▶ _WORK INSTRUCTION_
Every line that contains the word "Fraunhofer" is to be copied from the listing.

★ ★ ★ ★ ★ ★ ★

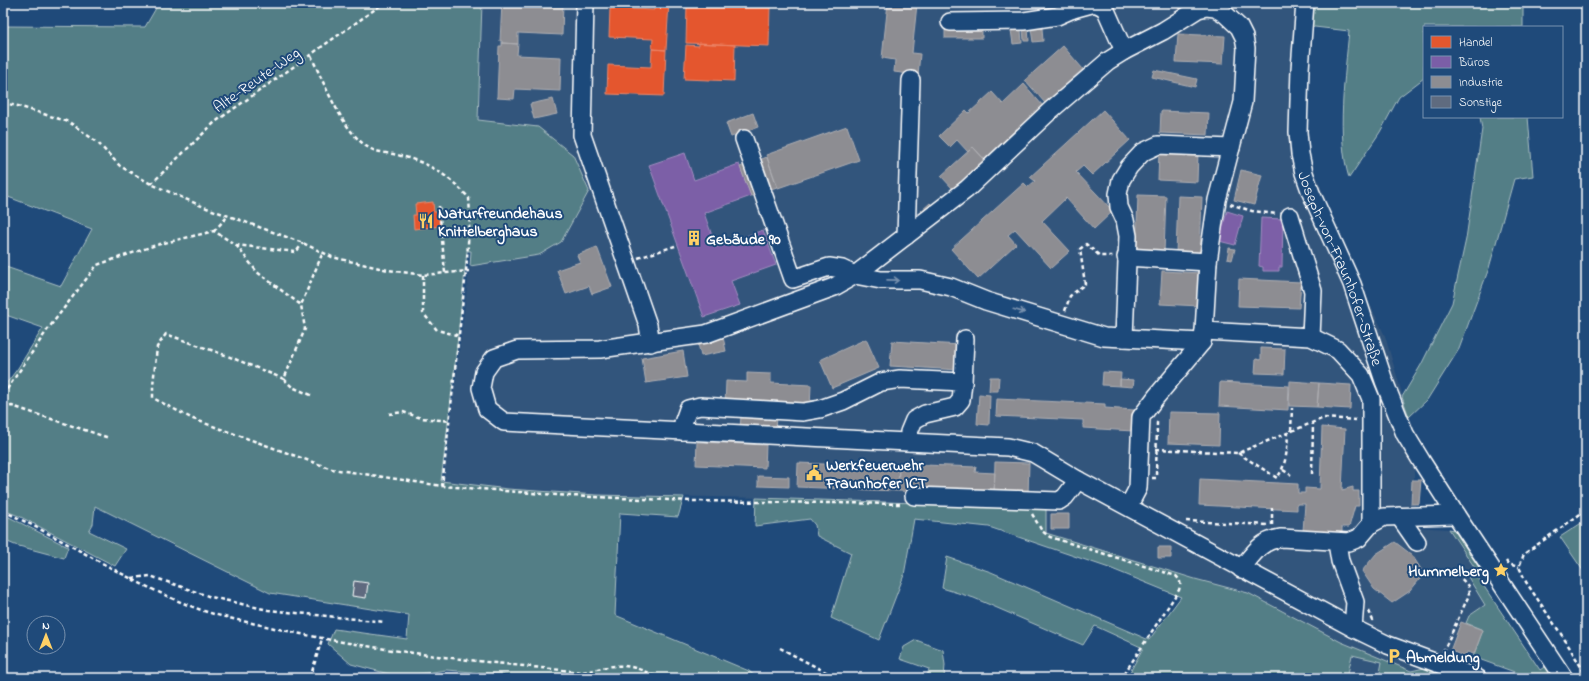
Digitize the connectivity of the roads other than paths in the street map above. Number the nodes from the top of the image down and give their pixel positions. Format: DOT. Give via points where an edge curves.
graph roads {
  1 [pos="586,3"];
  2 [pos="1305,3"];
  3 [pos="1073,6"];
  4 [pos="950,22"];
  5 [pos="1124,51"];
  6 [pos="911,80"];
  7 [pos="744,139"];
  8 [pos="1232,148"];
  9 [pos="1290,216"];
  10 [pos="906,236"];
  11 [pos="1126,257"];
  12 [pos="1208,262"];
  13 [pos="855,275"];
  14 [pos="1203,336"];
  15 [pos="1311,337"];
  16 [pos="1124,338"];
  17 [pos="964,339"];
  18 [pos="651,343"];
  19 [pos="963,382"];
  20 [pos="682,431"];
  21 [pos="909,442"];
  22 [pos="1078,480"];
  23 [pos="912,500"];
  24 [pos="1128,507"];
  25 [pos="1456,515"];
  26 [pos="1407,516"];
  27 [pos="1371,524"];
  28 [pos="1417,542"];
  29 [pos="1337,543"];
  30 [pos="1241,569"];
  31 [pos="1353,628"];
  32 [pos="1477,678"];
  33 [pos="1564,678"];
  1 -- 18 [label="street" via="582,135 648,325"];
  2 -- 25 [label="street, Joseph-von-Fraunhofer-Straße" via="1298,107 1300,154 1304,173 1352,284 1384,381 1402,426"];
  3 -- 4 [label="street" via="1057,16 1024,21"];
  3 -- 5 [label="street" via="1095,3 1105,8"];
  5 -- 8 [label="street" via="1198,9 1215,8 1225,14 1239,27 1246,48 1243,102"];
  5 -- 10 [label="street" via="1108,61 1051,110 967,189"];
  6 -- 10 [label="street"];
  7 -- 13 [label="street" via="793,279 829,267"];
  8 -- 11 [label="street" via="1158,145 1143,152 1121,180 1118,194 1119,207 1128,236"];
  8 -- 12 [label="street" via="1217,200"];
  9 -- 15 [label="street" via="1313,291"];
  10 -- 13 [label="street"];
  11 -- 12 [label="street"];
  11 -- 16 [label="street"];
  12 -- 14 [label="street"];
  13 -- 16 [label="street, one-way" via="881,280 920,280 1104,337"];
  13 -- 18 [label="street" via="834,288 706,334"];
  14 -- 15 [label="street"];
  14 -- 16 [label="street"];
  14 -- 24 [label="street" via="1141,418 1148,448 1138,488"];
  15 -- 27 [label="street" via="1338,350 1361,375 1371,399"];
  17 -- 19 [label="street"];
  18 -- 20 [label="street" via="600,349 516,350 494,358 484,372 481,388 487,409 504,422"];
  19 -- 20 [label="street" via="881,382 844,401 820,410 803,412 700,406 688,410"];
  19 -- 21 [label="street" via="961,400 955,407 925,414 914,420 909,432"];
  20 -- 21 [label="street"];
  21 -- 22 [label="street" via="1008,447 1033,452"];
  22 -- 23 [label="street" via="1059,502"];
  22 -- 24 [label="street"];
  24 -- 30 [label="street"];
  25 -- 26 [label="street"];
  25 -- 33 [label="street, Joseph-von-Fraunhofer-Straße"];
  26 -- 27 [label="street" via="1384,517"];
  26 -- 28 [label="street"];
  27 -- 29 [label="street" via="1359,538"];
  29 -- 30 [label="street" via="1281,538 1271,540 1258,548"];
  29 -- 31 [label="street" via="1340,561 1355,602"];
  30 -- 31 [label="street"];
  31 -- 32 [label="street" via="1388,645"];
}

★ ★ ★ ★ ★ ★ ★

▶ _SOLUTION TO THE PROBLEM_
  2 -- 25 [label="street, Joseph-von-Fraunhofer-Straße" via="1298,107 1300,154 1304,173 1352,284 1384,381 1402,426"];
  25 -- 33 [label="street, Joseph-von-Fraunhofer-Straße"];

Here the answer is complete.